Everyone markets like a nonprofit nowadays. Ads for beverages, shoes, and cosmetics alike come touting high minded ideals of social progress. While companies of all sorts have starting implementing this tactic, they all share a target demographic: millennials.
Painting with a broad brush, millennials are idealists. Having grown up in an era of rapid and radical changes, they know how quickly even a few people can make a difference. This bodes well for #nonprofits, which are some of the most organically ideal-driven advertisers out there. Seeing as millennials are currently the largest age group in the U.S., it’s crucial that nonprofits successfully gain millennials as lifelong #donors for future sustainability.
In their study, “The New Face of Philanthropy: The Role of Intrinsic Motivation in Millennials’ Attitudes and Intent to Donate to Charitable Organizations,” researchers Gorczyca and Hartman attempt to identify millennials’ core values and apply those findings to nonprofit marketing efforts. While they examine millennial motivations within several different contexts, almost all of their findings come down to two main takeaways:
Show millennials ways to make connections and take action.
There’s a reason it’s become increasingly common for college professors to push desks into a circle and start classroom discussions rather than lecturing to rows of students silently taking notes.
The best way to get millennials to care is to get them actively involved within a group of their peers. Gorczyca and Hartman write, “Millennials tend to have a sharing attitude over a giving attitude when it comes to helping others. As a result, millennials seek engagement by sharing a part of themselves with another person to be impacted by that person in return.”
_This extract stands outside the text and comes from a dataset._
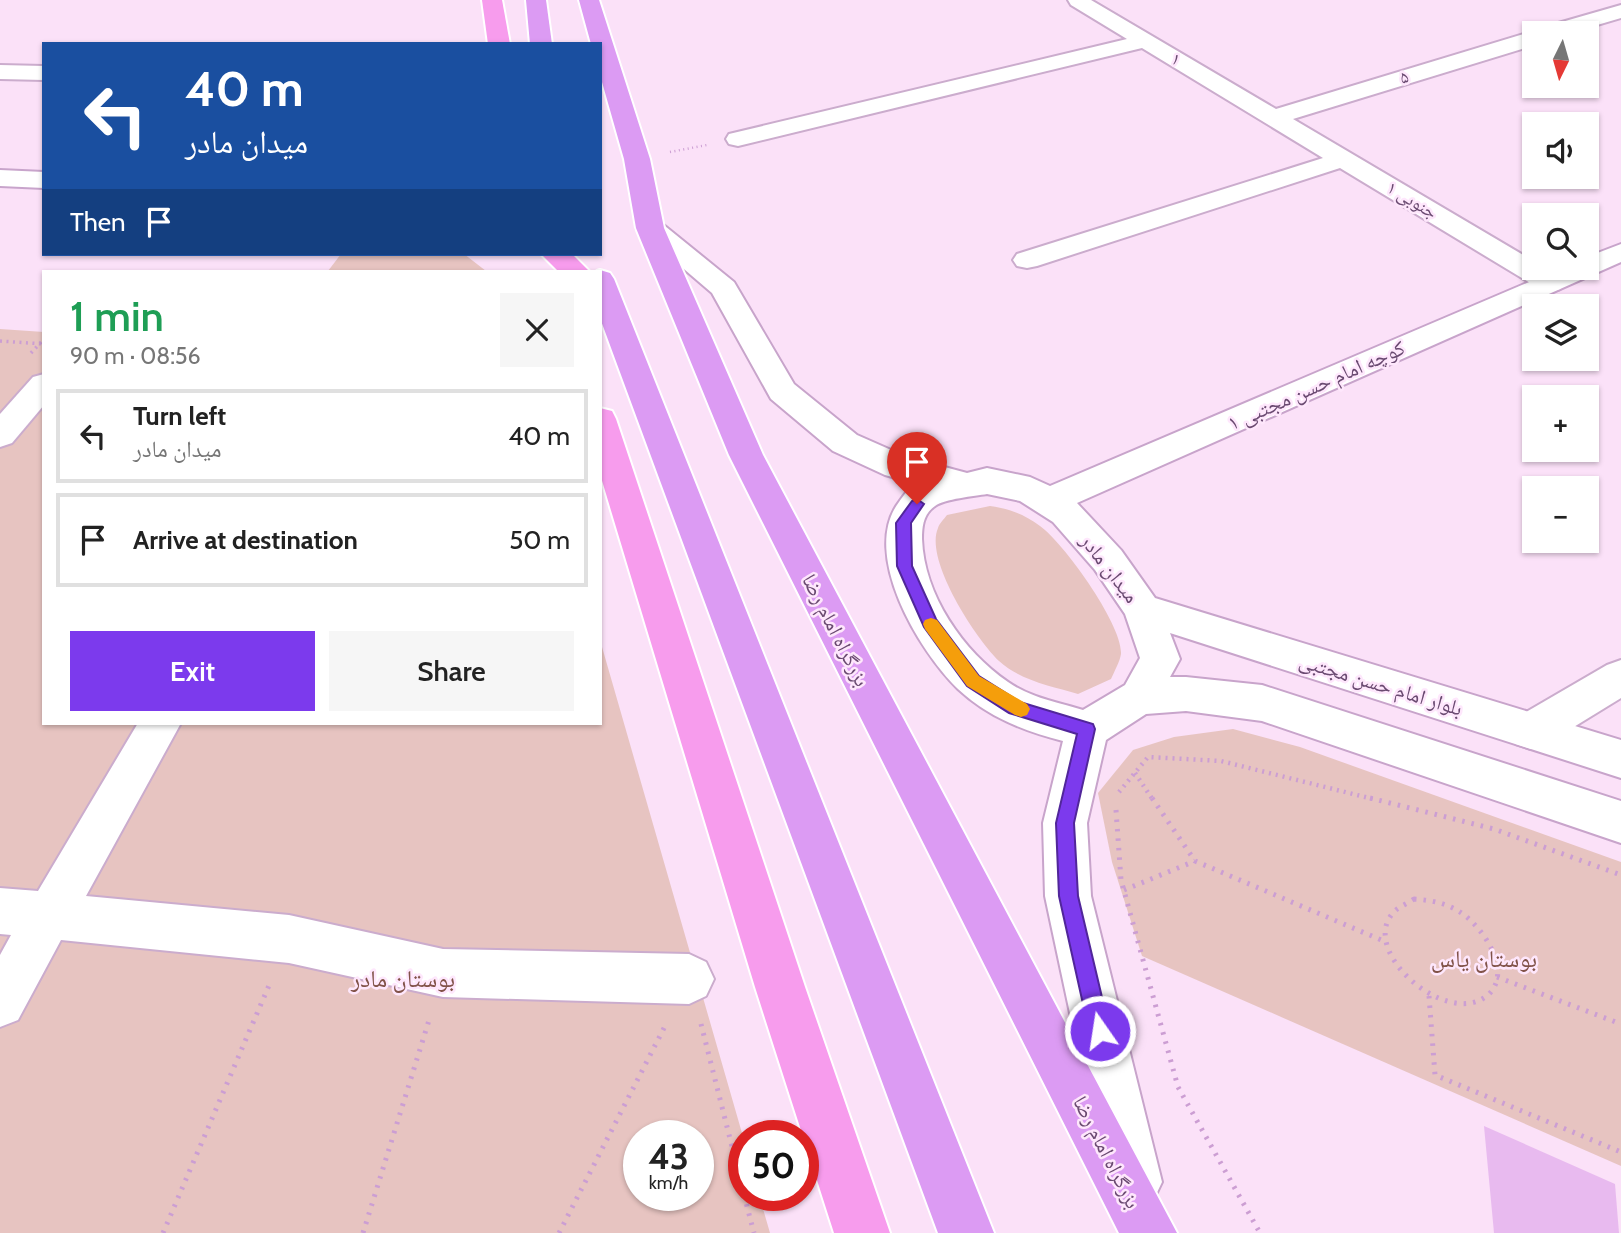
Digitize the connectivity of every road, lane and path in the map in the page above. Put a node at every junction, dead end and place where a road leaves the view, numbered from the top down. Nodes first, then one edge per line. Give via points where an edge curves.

This has clear implications for the volunteer sector — it helps to get millennial volunteers involved in a group setting — but the principle can easily apply in terms of soliciting donations online. Crowdfunding services such as Kickstarter, GoFundMe, and Patreon have found strong success among millennials because they are innately collaborative and extremely sharable. Social media is a prime outlet to share a campaign on one of these sites. And while it can be difficult to get through to millennials who see countless ads on their feeds each day, the personal touch of a friend sharing a cause on social media makes a post more likely to get through.
While brands all across the web are scrambling for millennials’ attention with memes and snarky Twitter replies, nonprofits have a unique advantage that helps them to stand out amongst the chaos. With many millennials already primed to take action for a cause they care about, nonprofits would benefit from making community and involvement a loud-and-clear message in their marketing campaigns.
Millennial donors and volunteers can become some of your most passionate advocates — just show them the role they play in achieving your mission and sparking positive change.